* Your assignment
The answer must consist of every line in the data that contains "Andes".

* Material shown
◆ ◆ ◆
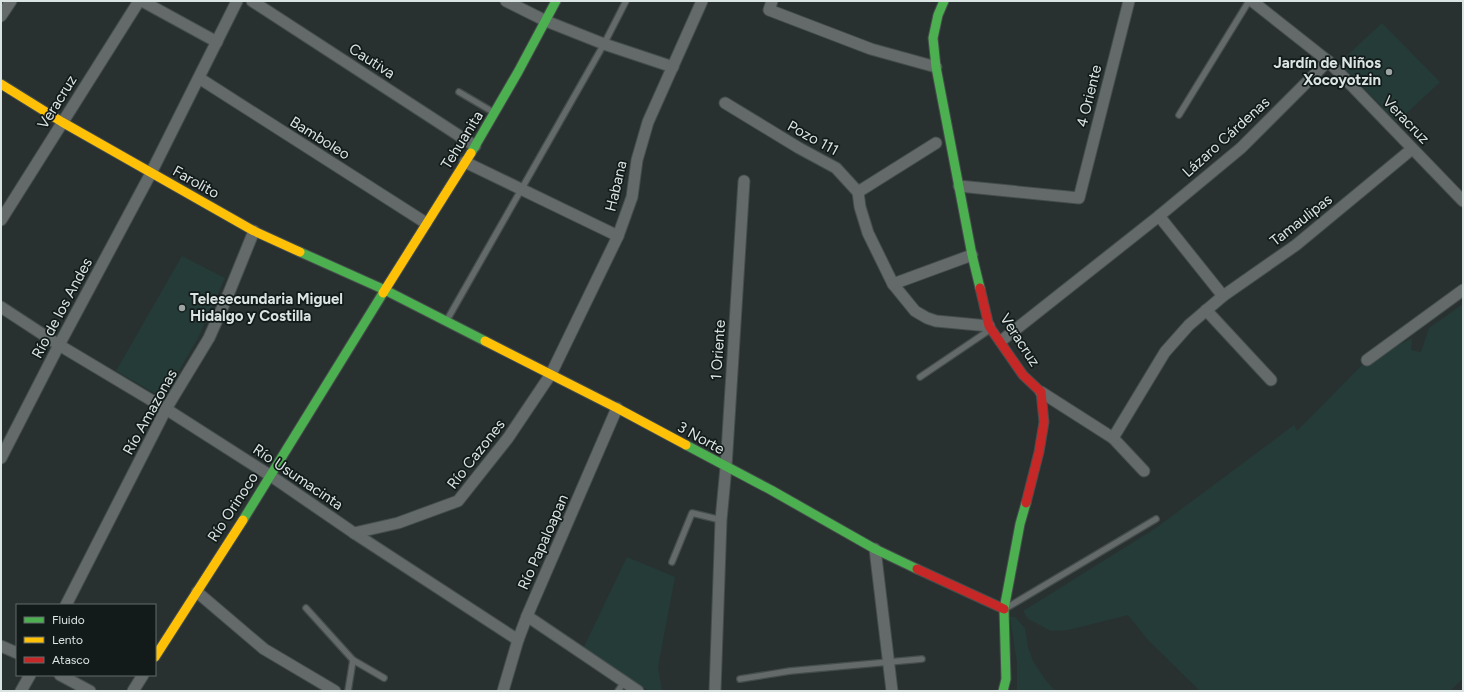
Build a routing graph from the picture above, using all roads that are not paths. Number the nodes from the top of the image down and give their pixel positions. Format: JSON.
{"nodes":[{"id":1,"x":12,"y":1,"type":"edge"},
{"id":2,"x":139,"y":1,"type":"edge"},
{"id":3,"x":142,"y":1,"type":"edge"},
{"id":4,"x":237,"y":1,"type":"edge"},
{"id":5,"x":252,"y":1,"type":"edge"},
{"id":6,"x":506,"y":1,"type":"edge"},
{"id":7,"x":556,"y":1,"type":"edge"},
{"id":8,"x":626,"y":1,"type":"edge"},
{"id":9,"x":702,"y":1,"type":"edge"},
{"id":10,"x":944,"y":1,"type":"edge"},
{"id":11,"x":1129,"y":1,"type":"edge"},
{"id":12,"x":1249,"y":1,"type":"edge"},
{"id":13,"x":1252,"y":1,"type":"edge"},
{"id":14,"x":770,"y":6,"type":"edge"},
{"id":15,"x":1,"y":16,"type":"edge"},
{"id":16,"x":546,"y":20,"type":"junction"},
{"id":17,"x":217,"y":42,"type":"junction"},
{"id":18,"x":604,"y":44,"type":"junction"},
{"id":19,"x":1328,"y":61,"type":"junction"},
{"id":20,"x":673,"y":67,"type":"junction"},
{"id":21,"x":936,"y":67,"type":"junction"},
{"id":22,"x":199,"y":78,"type":"junction"},
{"id":23,"x":1,"y":84,"type":"edge"},
{"id":24,"x":459,"y":92,"type":"dead end"},
{"id":25,"x":725,"y":103,"type":"dead end"},
{"id":26,"x":495,"y":114,"type":"junction"},
{"id":27,"x":1179,"y":115,"type":"dead end"},
{"id":28,"x":62,"y":122,"type":"junction"},
{"id":29,"x":936,"y":143,"type":"dead end"},
{"id":30,"x":475,"y":146,"type":"junction"},
{"id":31,"x":1412,"y":149,"type":"junction"},
{"id":32,"x":465,"y":162,"type":"junction"},
{"id":33,"x":151,"y":173,"type":"junction"},
{"id":34,"x":744,"y":181,"type":"dead end"},
{"id":35,"x":959,"y":186,"type":"junction"},
{"id":36,"x":522,"y":190,"type":"junction"},
{"id":37,"x":858,"y":192,"type":"junction"},
{"id":38,"x":1463,"y":201,"type":"edge"},
{"id":39,"x":1159,"y":216,"type":"junction"},
{"id":40,"x":1,"y":220,"type":"edge"},
{"id":41,"x":426,"y":222,"type":"junction"},
{"id":42,"x":254,"y":231,"type":"junction"},
{"id":43,"x":618,"y":236,"type":"junction"},
{"id":44,"x":972,"y":255,"type":"junction"},
{"id":45,"x":893,"y":284,"type":"junction"},
{"id":46,"x":385,"y":290,"type":"junction"},
{"id":47,"x":1463,"y":290,"type":"edge"},
{"id":48,"x":1223,"y":296,"type":"junction"},
{"id":49,"x":1,"y":306,"type":"edge"},
{"id":50,"x":1206,"y":310,"type":"junction"},
{"id":51,"x":446,"y":322,"type":"junction"},
{"id":52,"x":990,"y":327,"type":"junction"},
{"id":53,"x":1001,"y":341,"type":"junction"},
{"id":54,"x":59,"y":344,"type":"junction"},
{"id":55,"x":1367,"y":360,"type":"dead end"},
{"id":56,"x":551,"y":374,"type":"junction"},
{"id":57,"x":920,"y":377,"type":"dead end"},
{"id":58,"x":1271,"y":380,"type":"dead end"},
{"id":59,"x":1041,"y":392,"type":"junction"},
{"id":60,"x":617,"y":408,"type":"junction"},
{"id":61,"x":166,"y":409,"type":"junction"},
{"id":62,"x":1113,"y":438,"type":"junction"},
{"id":63,"x":1,"y":457,"type":"edge"},
{"id":64,"x":726,"y":467,"type":"junction"},
{"id":65,"x":1144,"y":471,"type":"dead end"},
{"id":66,"x":271,"y":476,"type":"junction"},
{"id":67,"x":1156,"y":519,"type":"dead end"},
{"id":68,"x":721,"y":520,"type":"junction"},
{"id":69,"x":354,"y":533,"type":"junction"},
{"id":70,"x":875,"y":549,"type":"junction"},
{"id":71,"x":672,"y":562,"type":"dead end"},
{"id":72,"x":197,"y":592,"type":"junction"},
{"id":73,"x":67,"y":604,"type":"edge"},
{"id":74,"x":306,"y":608,"type":"dead end"},
{"id":75,"x":1004,"y":609,"type":"junction"},
{"id":76,"x":527,"y":616,"type":"junction"},
{"id":77,"x":518,"y":640,"type":"junction"},
{"id":78,"x":1,"y":646,"type":"edge"},
{"id":79,"x":16,"y":653,"type":"edge"},
{"id":80,"x":156,"y":655,"type":"edge"},
{"id":81,"x":922,"y":659,"type":"dead end"},
{"id":82,"x":353,"y":660,"type":"junction"},
{"id":83,"x":887,"y":662,"type":"junction"},
{"id":84,"x":29,"y":676,"type":"edge"},
{"id":85,"x":62,"y":676,"type":"edge"},
{"id":86,"x":142,"y":676,"type":"edge"},
{"id":87,"x":384,"y":678,"type":"dead end"},
{"id":88,"x":740,"y":679,"type":"dead end"},
{"id":89,"x":621,"y":686,"type":"edge"},
{"id":90,"x":21,"y":691,"type":"edge"},
{"id":91,"x":90,"y":691,"type":"edge"},
{"id":92,"x":133,"y":691,"type":"edge"},
{"id":93,"x":335,"y":691,"type":"edge"},
{"id":94,"x":348,"y":691,"type":"edge"},
{"id":95,"x":503,"y":691,"type":"edge"},
{"id":96,"x":638,"y":691,"type":"edge"},
{"id":97,"x":715,"y":691,"type":"edge"},
{"id":98,"x":892,"y":691,"type":"edge"},
{"id":99,"x":1003,"y":691,"type":"edge"}],
"edges":[{"from":1,"to":15,"type":"street"},
{"from":2,"to":28,"type":"street","name":"Veracruz"},
{"from":3,"to":17,"type":"street"},
{"from":4,"to":17,"type":"street","name":"Río de los Andes"},
{"from":5,"to":30,"type":"street","name":"Cautiva"},
{"from":6,"to":16,"type":"street"},
{"from":7,"to":16,"type":"street","name":"Tehuanita"},
{"from":8,"to":18,"type":"lane"},
{"from":9,"to":20,"type":"street","name":"Habana"},
{"from":10,"to":21,"type":"street","name":"Veracruz"},
{"from":11,"to":35,"type":"street","name":"4 Oriente"},
{"from":12,"to":27,"type":"lane"},
{"from":13,"to":19,"type":"street","name":"Veracruz"},
{"from":14,"to":21,"type":"street"},
{"from":16,"to":18,"type":"street"},
{"from":16,"to":26,"type":"street","name":"Tehuanita"},
{"from":17,"to":22,"type":"street","name":"Río de los Andes"},
{"from":18,"to":20,"type":"street"},
{"from":18,"to":36,"type":"lane"},
{"from":19,"to":31,"type":"street","name":"Veracruz"},
{"from":19,"to":39,"type":"street","name":"Lázaro Cárdenas"},
{"from":20,"to":43,"type":"street","name":"Habana"},
{"from":21,"to":35,"type":"street","name":"Veracruz"},
{"from":22,"to":33,"type":"street","name":"Río de los Andes"},
{"from":22,"to":41,"type":"street","name":"Bamboleo"},
{"from":23,"to":28,"type":"street","name":"Farolito"},
{"from":24,"to":26,"type":"lane"},
{"from":25,"to":37,"type":"street","name":"Pozo 111"},
{"from":26,"to":30,"type":"street","name":"Tehuanita"},
{"from":28,"to":33,"type":"street","name":"Farolito"},
{"from":28,"to":40,"type":"street","name":"Veracruz"},
{"from":29,"to":37,"type":"street"},
{"from":30,"to":32,"type":"street","name":"Tehuanita"},
{"from":31,"to":38,"type":"street","name":"Veracruz"},
{"from":31,"to":48,"type":"street","name":"Tamaulipas"},
{"from":32,"to":36,"type":"street"},
{"from":32,"to":41,"type":"street","name":"Tehuanita"},
{"from":33,"to":42,"type":"street","name":"Farolito"},
{"from":33,"to":54,"type":"street","name":"Río de los Andes"},
{"from":34,"to":64,"type":"street","name":"1 Oriente"},
{"from":35,"to":44,"type":"street","name":"Veracruz"},
{"from":36,"to":43,"type":"street"},
{"from":36,"to":51,"type":"lane"},
{"from":37,"to":45,"type":"street"},
{"from":39,"to":48,"type":"street"},
{"from":39,"to":53,"type":"street","name":"Lázaro Cárdenas"},
{"from":41,"to":46,"type":"street","name":"Tehuanita"},
{"from":42,"to":46,"type":"street","name":"Farolito"},
{"from":42,"to":61,"type":"street","name":"Río Amazonas"},
{"from":43,"to":56,"type":"street","name":"Habana"},
{"from":44,"to":45,"type":"street"},
{"from":44,"to":52,"type":"street","name":"Veracruz"},
{"from":45,"to":52,"type":"street"},
{"from":46,"to":51,"type":"street","name":"3 Norte"},
{"from":46,"to":66,"type":"street","name":"Río Orinoco"},
{"from":47,"to":55,"type":"street"},
{"from":48,"to":50,"type":"street","name":"Tamaulipas"},
{"from":49,"to":54,"type":"street","name":"Río Usumacinta"},
{"from":50,"to":58,"type":"street"},
{"from":50,"to":62,"type":"street","name":"Tamaulipas"},
{"from":51,"to":56,"type":"street","name":"3 Norte"},
{"from":52,"to":53,"type":"street","name":"Veracruz"},
{"from":52,"to":57,"type":"lane"},
{"from":53,"to":59,"type":"street","name":"Veracruz"},
{"from":54,"to":61,"type":"street","name":"Río Usumacinta"},
{"from":54,"to":63,"type":"street","name":"Río de los Andes"},
{"from":56,"to":60,"type":"street","name":"3 Norte"},
{"from":56,"to":69,"type":"street","name":"Río Cazones"},
{"from":59,"to":62,"type":"street"},
{"from":59,"to":75,"type":"street"},
{"from":60,"to":64,"type":"street","name":"3 Norte"},
{"from":60,"to":76,"type":"street","name":"Río Papaloapan"},
{"from":61,"to":66,"type":"street","name":"Río Usumacinta"},
{"from":61,"to":73,"type":"street","name":"Río Amazonas"},
{"from":62,"to":65,"type":"street"},
{"from":64,"to":68,"type":"street","name":"1 Oriente"},
{"from":64,"to":70,"type":"street","name":"3 Norte"},
{"from":66,"to":69,"type":"street","name":"Río Usumacinta"},
{"from":66,"to":72,"type":"street","name":"Río Orinoco"},
{"from":67,"to":75,"type":"lane"},
{"from":68,"to":71,"type":"lane"},
{"from":68,"to":97,"type":"street","name":"1 Oriente"},
{"from":69,"to":77,"type":"street","name":"Río Usumacinta"},
{"from":70,"to":75,"type":"street","name":"3 Norte"},
{"from":70,"to":83,"type":"street"},
{"from":72,"to":80,"type":"street","name":"Río Orinoco"},
{"from":72,"to":93,"type":"street"},
{"from":74,"to":82,"type":"lane"},
{"from":75,"to":99,"type":"street"},
{"from":76,"to":77,"type":"street","name":"Río Papaloapan"},
{"from":76,"to":89,"type":"street"},
{"from":77,"to":95,"type":"street","name":"Río Papaloapan"},
{"from":78,"to":79,"type":"street"},
{"from":81,"to":83,"type":"lane"},
{"from":82,"to":87,"type":"lane"},
{"from":82,"to":94,"type":"lane"},
{"from":83,"to":88,"type":"lane"},
{"from":83,"to":98,"type":"street"},
{"from":84,"to":90,"type":"street"},
{"from":85,"to":91,"type":"street"},
{"from":86,"to":92,"type":"street"},
{"from":89,"to":96,"type":"street"}]}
◆ ◆ ◆
* Output for this task
{"from":4,"to":17,"type":"street","name":"Río de los Andes"},
{"from":17,"to":22,"type":"street","name":"Río de los Andes"},
{"from":22,"to":33,"type":"street","name":"Río de los Andes"},
{"from":33,"to":54,"type":"street","name":"Río de los Andes"},
{"from":54,"to":63,"type":"street","name":"Río de los Andes"},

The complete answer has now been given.